DATA LISTING START

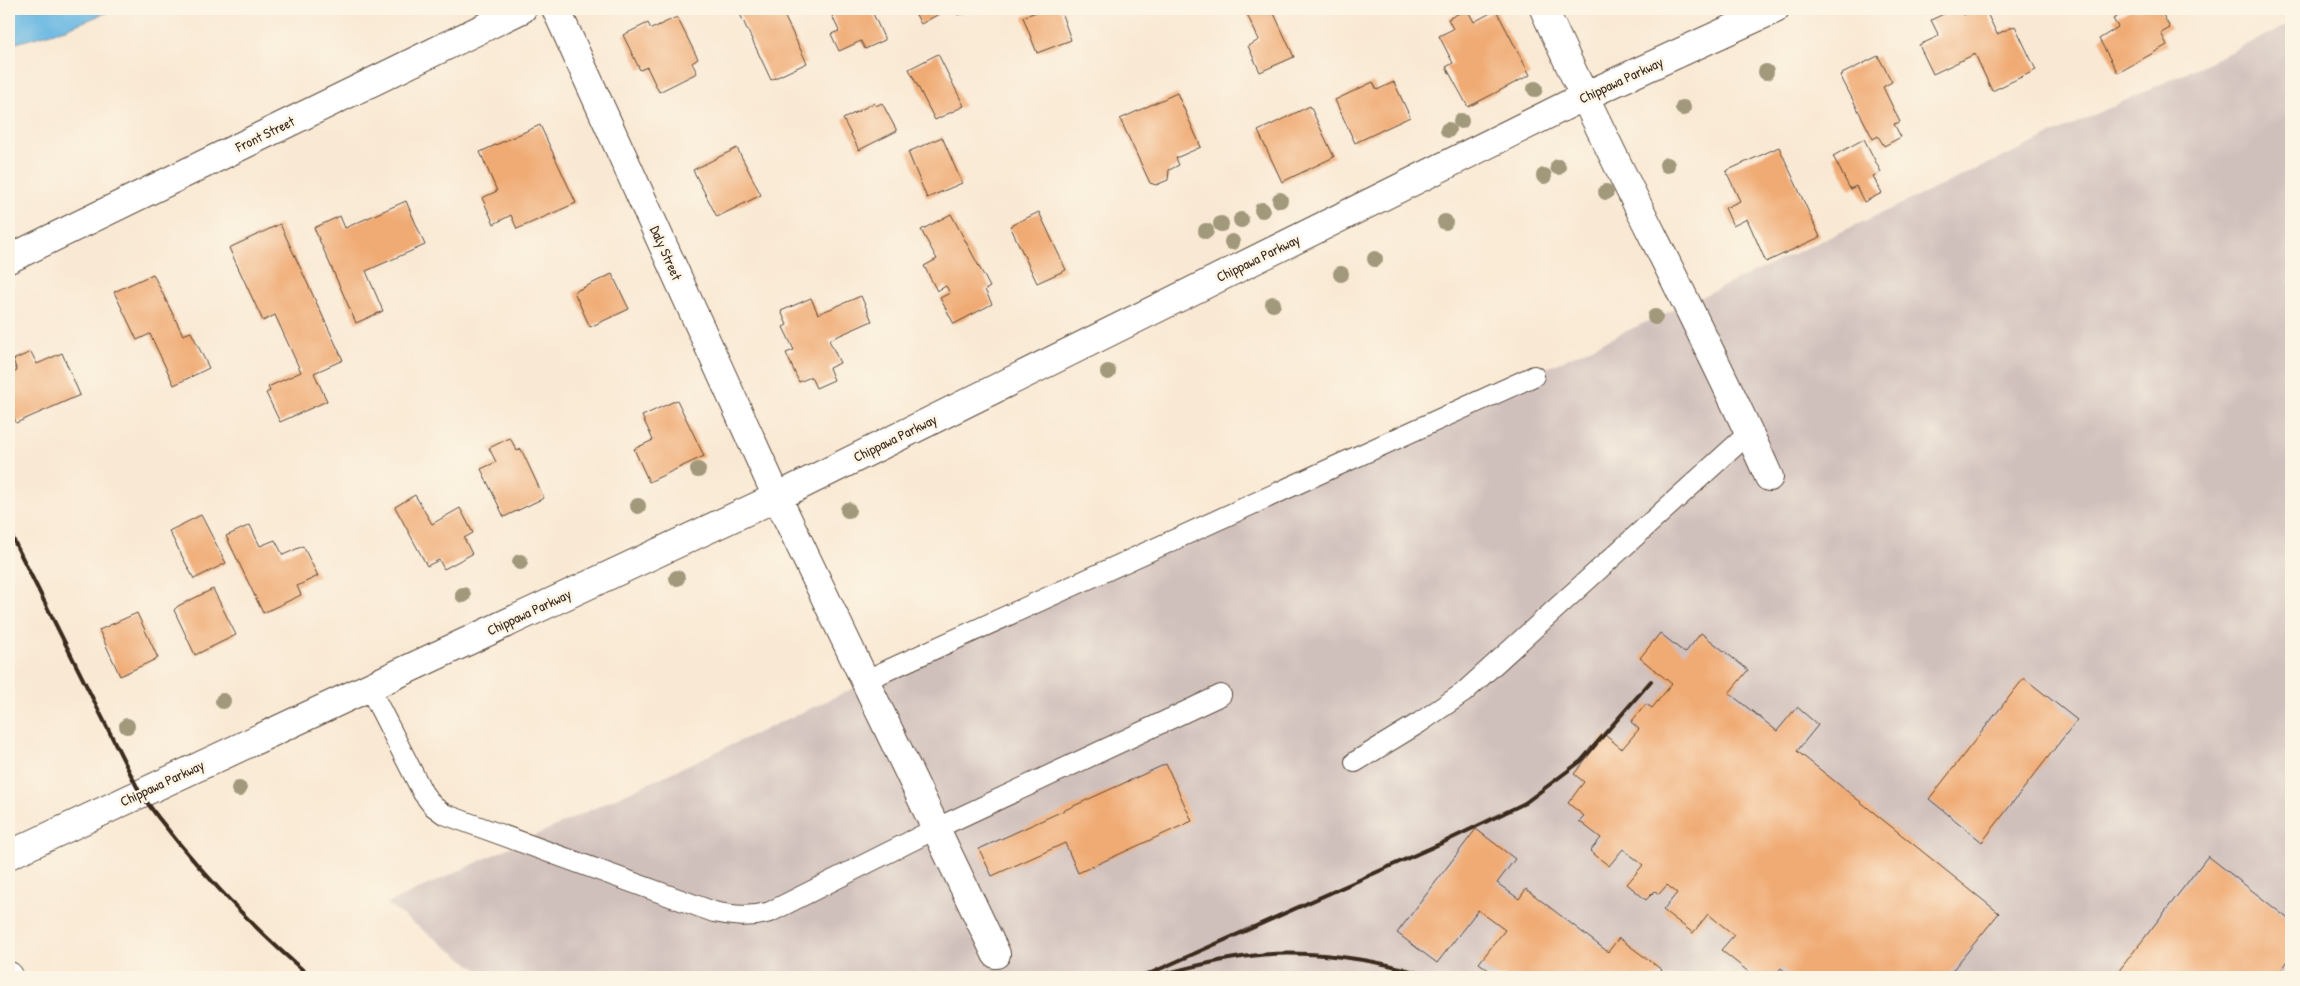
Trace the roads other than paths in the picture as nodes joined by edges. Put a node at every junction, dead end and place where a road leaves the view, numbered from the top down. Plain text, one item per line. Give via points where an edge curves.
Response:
1 (522, 9) edge
2 (556, 9) edge
3 (1544, 9) edge
4 (1775, 9) edge
5 (1583, 97) junction
6 (9, 259) edge
7 (1534, 376) dead end
8 (1749, 433) junction
9 (1769, 477) dead end
10 (777, 496) junction
11 (866, 680) junction
12 (369, 686) junction
13 (1222, 695) dead end
14 (1355, 762) dead end
15 (936, 829) junction
16 (9, 854) edge
17 (996, 954) dead end

1 - 6 street, Front Street
2 - 10 street, Daly Street
3 - 5 street
4 - 5 street, Chippawa Parkway
5 - 8 street
5 - 10 street, Chippawa Parkway
7 - 11 lane
8 - 9 street
8 - 14 lane via 1463,693
10 - 11 street, Daly Street
10 - 12 street, Chippawa Parkway
11 - 15 street, Daly Street
12 - 15 lane via 423,793 444,814 714,912 753,917 770,912
12 - 16 street, Chippawa Parkway
13 - 15 lane
15 - 17 street, Daly Street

DATA LISTING END

(TASK BRIEF) Output the records verbatim, every one of them, and keep the pictures out.

(REPLY)
Trace the roads other than paths in the picture as nodes joined by edges. Put a node at every junction, dead end and place where a road leaves the view, numbered from the top down. Plain text, one item per line. Give via points where an edge curves.
Response:
1 (522, 9) edge
2 (556, 9) edge
3 (1544, 9) edge
4 (1775, 9) edge
5 (1583, 97) junction
6 (9, 259) edge
7 (1534, 376) dead end
8 (1749, 433) junction
9 (1769, 477) dead end
10 (777, 496) junction
11 (866, 680) junction
12 (369, 686) junction
13 (1222, 695) dead end
14 (1355, 762) dead end
15 (936, 829) junction
16 (9, 854) edge
17 (996, 954) dead end

1 - 6 street, Front Street
2 - 10 street, Daly Street
3 - 5 street
4 - 5 street, Chippawa Parkway
5 - 8 street
5 - 10 street, Chippawa Parkway
7 - 11 lane
8 - 9 street
8 - 14 lane via 1463,693
10 - 11 street, Daly Street
10 - 12 street, Chippawa Parkway
11 - 15 street, Daly Street
12 - 15 lane via 423,793 444,814 714,912 753,917 770,912
12 - 16 street, Chippawa Parkway
13 - 15 lane
15 - 17 street, Daly Street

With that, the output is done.